Protective effects of reactive functional groups on chondrocytes in photocrosslinkable hydrogel systems

Photocrosslinkable hydrogels are frequently used in cartilage tissue engineering, with crosslinking systems relying on cytotoxic photoinitiators and ultraviolet (UV) light to form permanent hydrogels. These systems are rarely assessed in terms of optimization of photoinitiator or UV dosage, with non-cytotoxic concentrations from literature deemed sufficient. We hypothesized that the number of reactive functional groups present within a hydrogel polymer is highly relevant when crosslinking, affording cytoprotection to chondrocytes by preferentially interacting with the highly reactive radicals that are formed during UV-mediated activation of a photoinitiator. This was tested using two photocrosslinkable hydrogel systems: gelatin methacrylamide (GelMA) and gellan gum methacrylate (GGMA).
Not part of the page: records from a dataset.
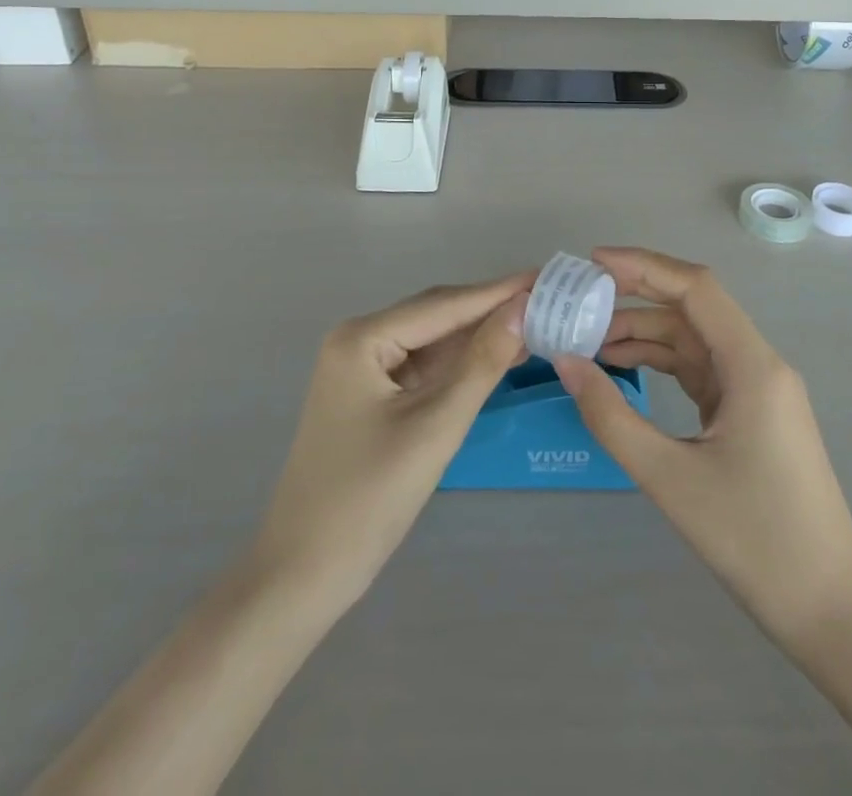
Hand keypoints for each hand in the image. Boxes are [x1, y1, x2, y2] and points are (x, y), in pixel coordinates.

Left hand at [250, 273, 530, 608]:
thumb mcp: (435, 426)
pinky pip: (424, 367)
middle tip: (548, 300)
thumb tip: (522, 308)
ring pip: (432, 341)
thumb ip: (481, 364)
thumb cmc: (368, 499)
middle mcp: (358, 341)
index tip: (545, 276)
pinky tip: (497, 358)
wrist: (303, 575)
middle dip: (490, 309)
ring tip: (535, 324)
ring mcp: (362, 369)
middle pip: (437, 315)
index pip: (443, 304)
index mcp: (362, 338)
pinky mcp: (371, 397)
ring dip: (479, 336)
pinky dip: (460, 364)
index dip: (498, 291)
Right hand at [554, 248, 851, 644]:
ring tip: (588, 342)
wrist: (828, 609)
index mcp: (751, 365)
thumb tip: (566, 362)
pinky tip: (623, 371)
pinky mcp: (750, 413)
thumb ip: (611, 416)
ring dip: (644, 336)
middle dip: (634, 300)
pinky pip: (700, 370)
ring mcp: (757, 389)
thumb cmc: (753, 540)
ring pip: (693, 341)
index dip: (643, 265)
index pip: (695, 287)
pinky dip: (661, 365)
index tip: (593, 262)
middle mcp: (759, 364)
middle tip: (579, 303)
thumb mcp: (669, 478)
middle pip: (692, 309)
We further assessed the effects of two different UV dosages on chondrocyte differentiation while subject to a single photoinitiator dosage in the GGMA system. Most notably, we found that a higher ratio of reactive groups to photoinitiator molecules offers cytoprotective effects, and future developments in photocrosslinkable hydrogel technology may involve assessment of such ratios. In contrast, we found there to be no effect of UV on chondrocyte differentiation at the two chosen dosages. Overall the optimization of photocrosslinkable systems is of great value in cartilage tissue engineering and these data provide a groundwork for such concepts to be developed further. Photocrosslinkable hydrogels, which use photoinitiators and predominantly ultraviolet light to form stable matrices for cell encapsulation and tissue development, are promising for cartilage tissue engineering. While both photoinitiators and ultraviolet light can damage cells, these systems have generally not been optimized. We propose that the ratio of reactive functional groups within a polymer to photoinitiator molecules is a critical parameter for optimization of photocrosslinkable hydrogels. Using photocrosslinkable gelatin and gellan gum, we found that a higher ratio of reactive groups to photoinitiator molecules protected chondrocytes, but did not affect chondrocyte differentiation. The principle of cytoprotection by functional groups developed in this work will be of great value in optimizing photocrosslinkable hydrogel systems for cartilage and other tissue engineering applications.